Mr. Miller spent the next few decades working his way up the ladder, taking jobs in the stock room and as a check-out clerk at Albertsons before leaving in 1991 to run the Fred Meyer Inc. chain of stores and, later, Rite Aid Corp. drugstores.
In 2006, an investor group bought about 655 stores from Albertsons and brought him in as CEO.
Mr. Miller, 72 years old, now commands more than 2,300 stores including 19 regional chains, such as Safeway Inc., Jewel-Osco, Acme and Tom Thumb, after spearheading major acquisitions from Supervalu Inc. and Safeway in recent years. He has closed hundreds of unprofitable stores, radically refashioned others, and continues buying smaller chains, most of which maintain their legacy store names in an effort to retain loyal customers that, in some cases, have shopped there for generations.
Albertsons initially filed paperwork to go public in July 2015, but delayed its share offering after poor results from Wal-Mart Stores Inc. that October indicated a slowdown in the industry. Analysts say the grocery tycoon could take advantage of the market’s upswing by making the move to go public soon.
Despite the decision at hand, Mr. Miller manages much as he always has, visiting at least 20 stores in a week and giving his regional managers autonomy to ensure their stores stock what appeals to local shoppers. In a recent interview, he discussed what is ahead for his stores and his industry.
The Wall Street Journal: How would operating as a publicly traded company affect the way you run Albertsons?
Mr. Miller: We already operate a lot like a public company. I have a very strong team. I have a COO, chief administration officer and a chief merchant. At some point one of them will run [the company].
WSJ: Why go public?
Mr. Miller: From day one, I’ve had five partners. All good partners. They’ve been here 11 years. And at some point they’re going to have to monetize their investment.
WSJ: How did you grow from just a few hundred stores in 2006, when the new Albertsons company began, to more than 2,300 today?
Mr. Miller: We bought the most distressed stores. The struggling stores were in areas where we competed with Wal-Mart. We bought them for the real-estate value. Over the next six years, we sold and closed stores, paid back debt…We had taken stuff nobody wanted and turned it into a nice little company.
WSJ: Why keep your grocery chains regional in branding and operations?
Mr.
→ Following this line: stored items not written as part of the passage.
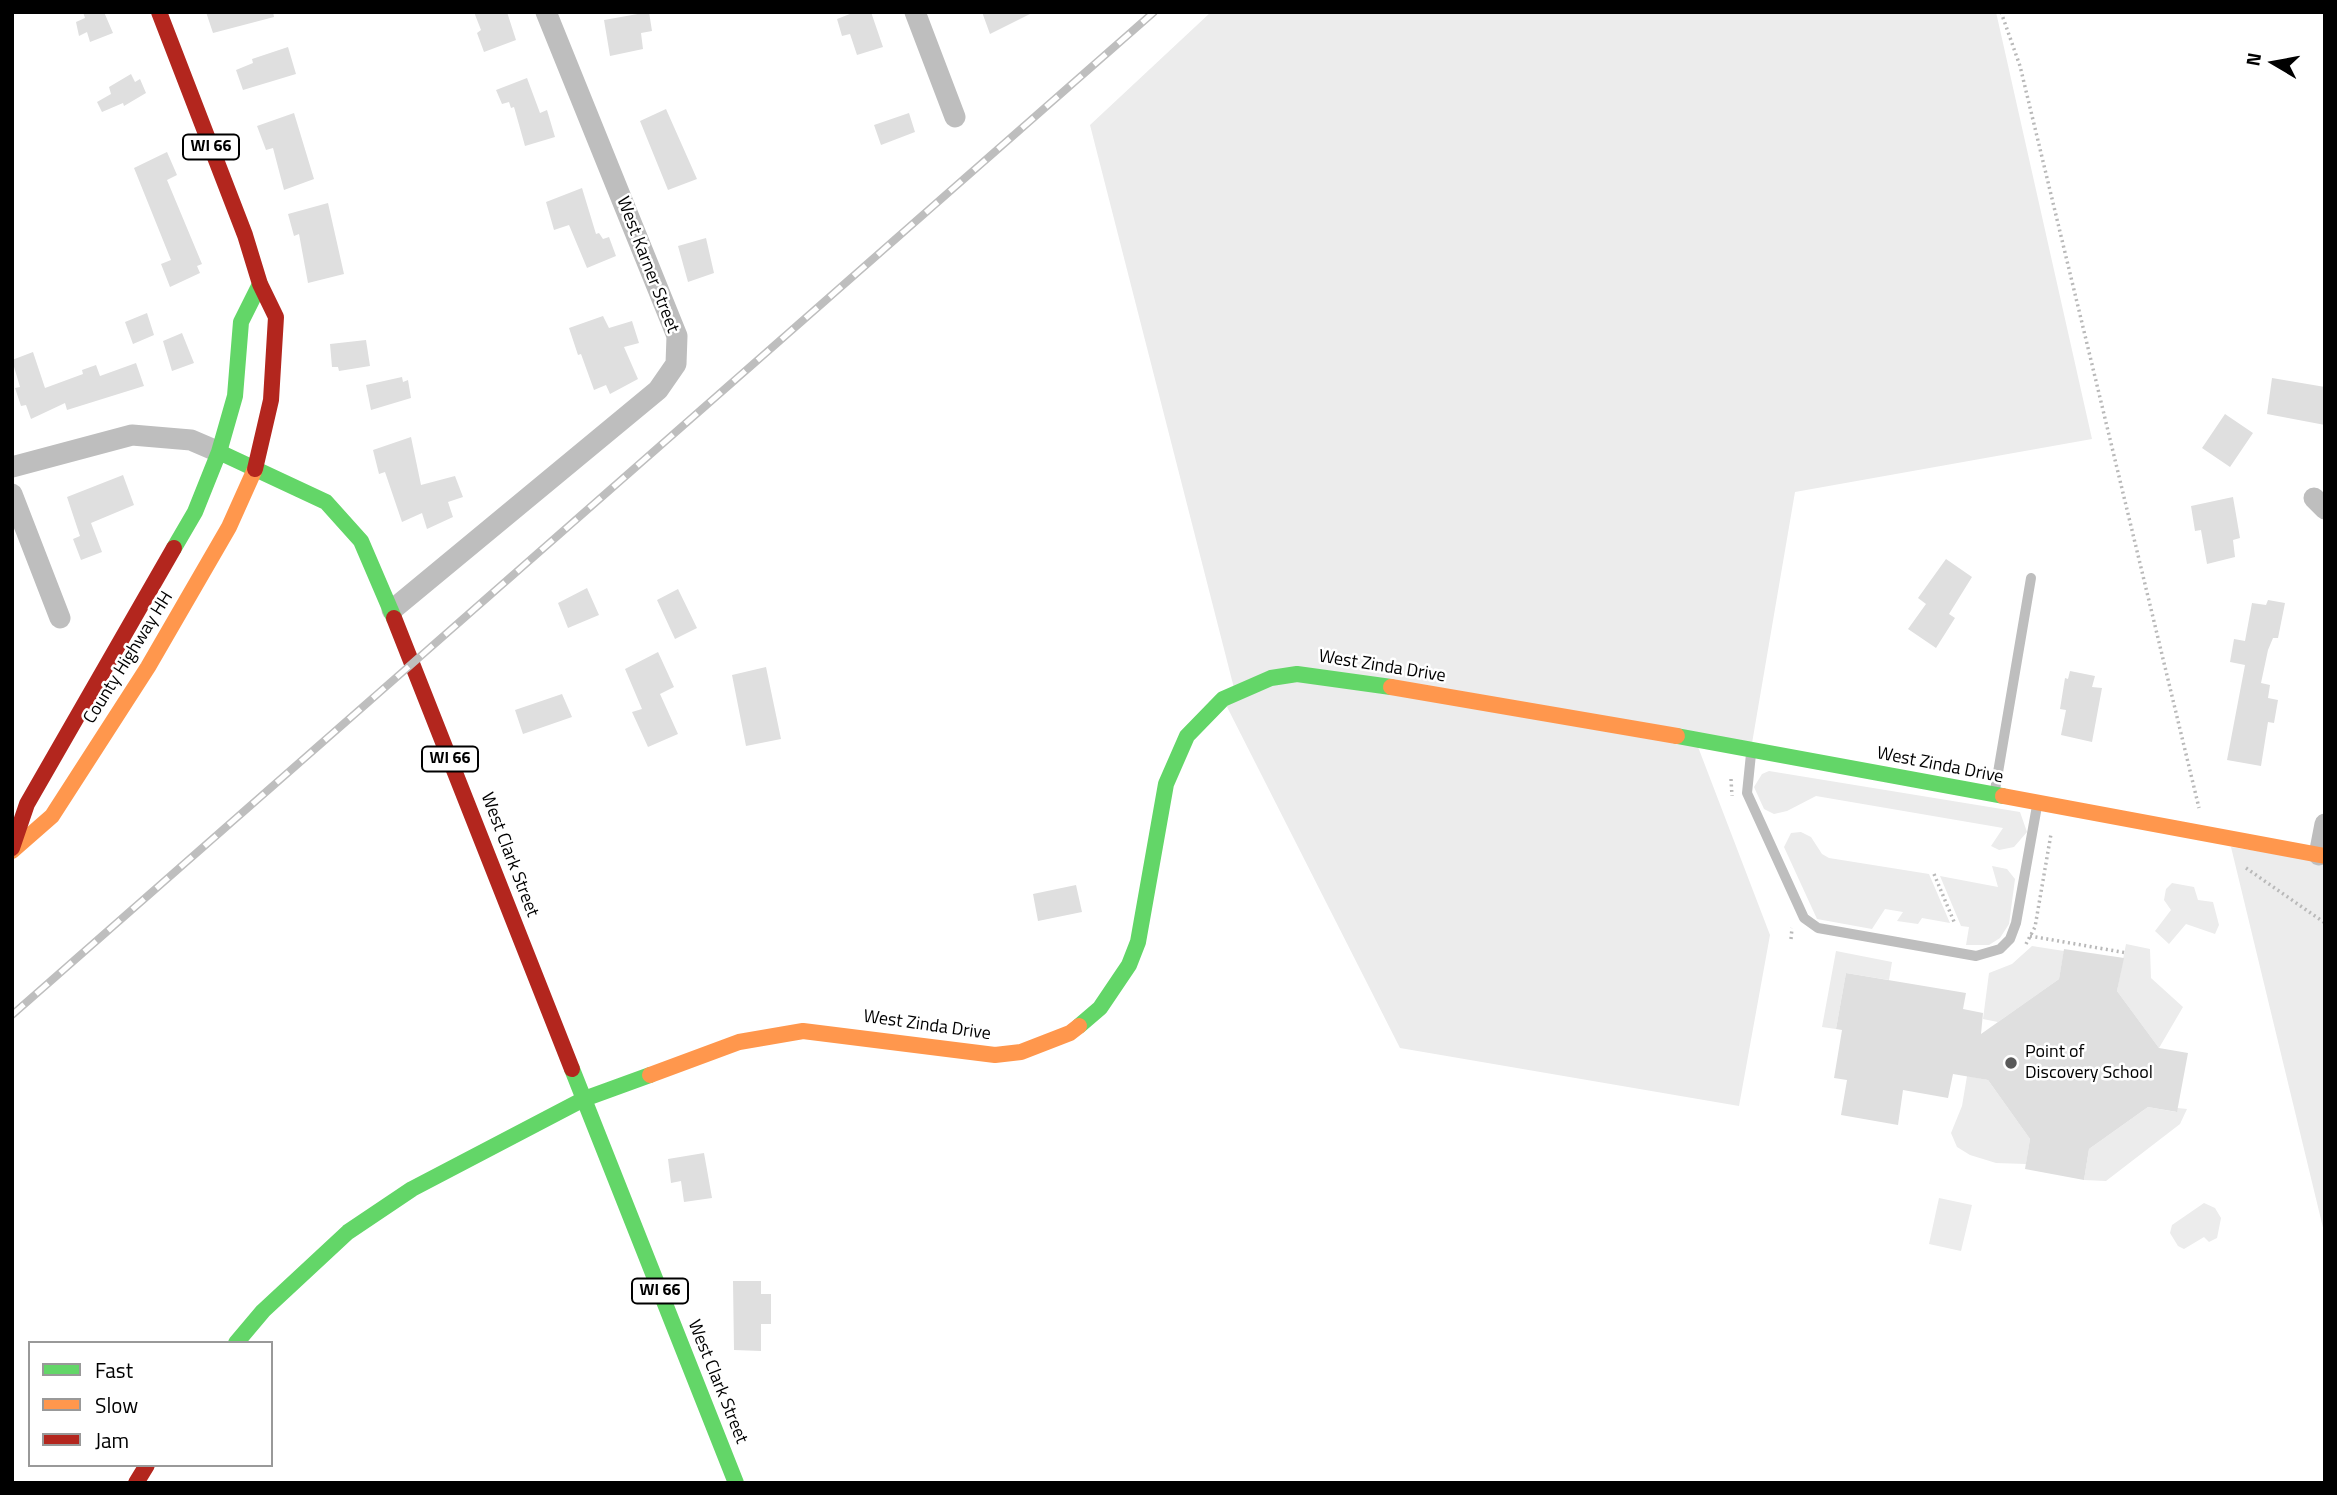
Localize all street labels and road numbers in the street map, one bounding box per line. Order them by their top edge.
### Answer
road number: WI 66 [183,134,239,160]
street label: West Karner Street [611,194,683,336]
street label: County Highway HH [80,588,178,728]
street label: West Zinda Drive [1317,646,1447,688]
street label: West Zinda Drive [1875,743,2005,789]
road number: WI 66 [422,746,478,772]
street label: West Clark Street [475,790,543,920]
street label: West Zinda Drive [862,1006,992,1046]
road number: WI 66 [632,1278,688,1303]
street label: West Clark Street [682,1317,752,1447]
Miller: We’re trying to run our stores for the neighborhoods they’re in. Let’s take our Southern California division: there’s a lot of Hispanic neighborhoods where we have to have a really different product mix. The regional presidents understand their markets, [so] we can have stores in one location, and 10 miles away, we can have a different mix of products. We’re able to do that because of our decentralized operation.
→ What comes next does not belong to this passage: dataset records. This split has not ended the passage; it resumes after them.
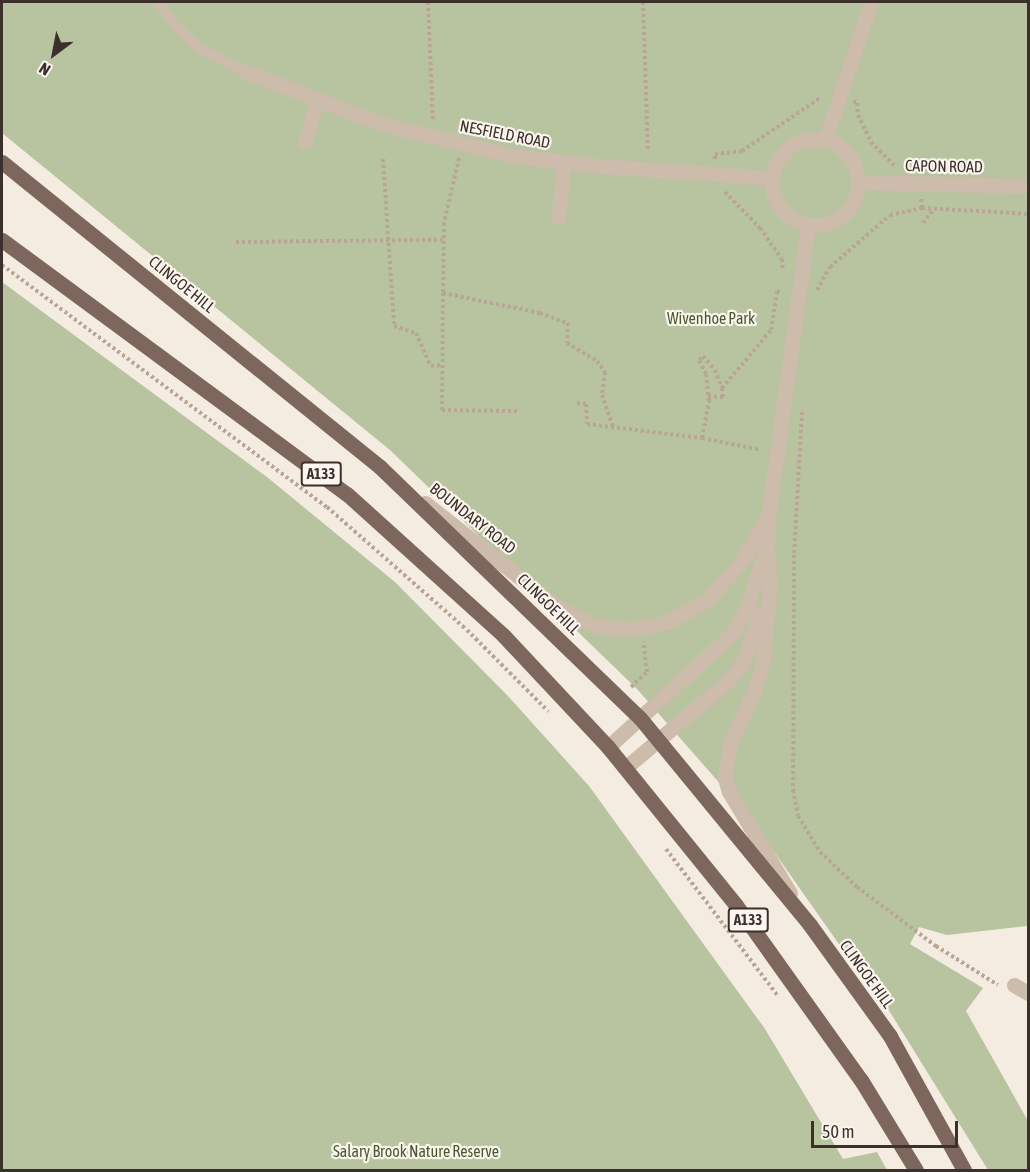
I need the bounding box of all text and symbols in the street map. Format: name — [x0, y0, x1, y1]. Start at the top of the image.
north arrow — [24, 24, 84, 84]
text: N — [36, 59, 53, 79]
street label: NESFIELD ROAD — [458, 116, 552, 152]
street label: CAPON ROAD — [905, 156, 983, 176]
street label: CLINGOE HILL — [145, 252, 219, 316]
park label: Wivenhoe Park — [667, 308, 755, 328]
road number: A133 — [300, 462, 342, 486]
street label: BOUNDARY ROAD — [426, 478, 520, 558]
street label: CLINGOE HILL — [514, 569, 584, 639]
road number: A133 — [727, 908, 769, 932]
street label: CLINGOE HILL — [836, 936, 898, 1012]
scale bar — [814, 1109, 961, 1147]
text: 50 m — [822, 1121, 854, 1142]
park label: Salary Brook Nature Reserve — [333, 1141, 499, 1161]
WSJ: How do you decide when to close a store?
Mr. Miller: Every quarter, we review 5% of the stores at the low end of performance, and we analyze whether to continue to operate those stores, whether it’s better to close those stores and transfer that business.
WSJ: How is technology affecting your operations?
Mr. Miller: We don’t want to be cutting edge, ahead of the curve, but we want to understand what’s going on. So far all this stuff about being able to check the customer out quicker and walking out of the store without having to go through a register and all that kind of stuff, we’re not ready to invest in any of that yet. But we are working on initiatives with technology partners…If we see something that we think is going to work, we aren’t afraid to invest a lot of money.
WSJ: If you could change one thing about your job, what would it be?
Mr. Miller: All the regulations we work under. It’s going to cost us millions and millions of dollars just to change the labels on our private label [foods], and I don’t think the benefit to the consumer is worth what it’s going to cost. They don’t think about the cost of anything when they make a regulation. I’m not saying we shouldn’t have regulations. They should be thoughtful.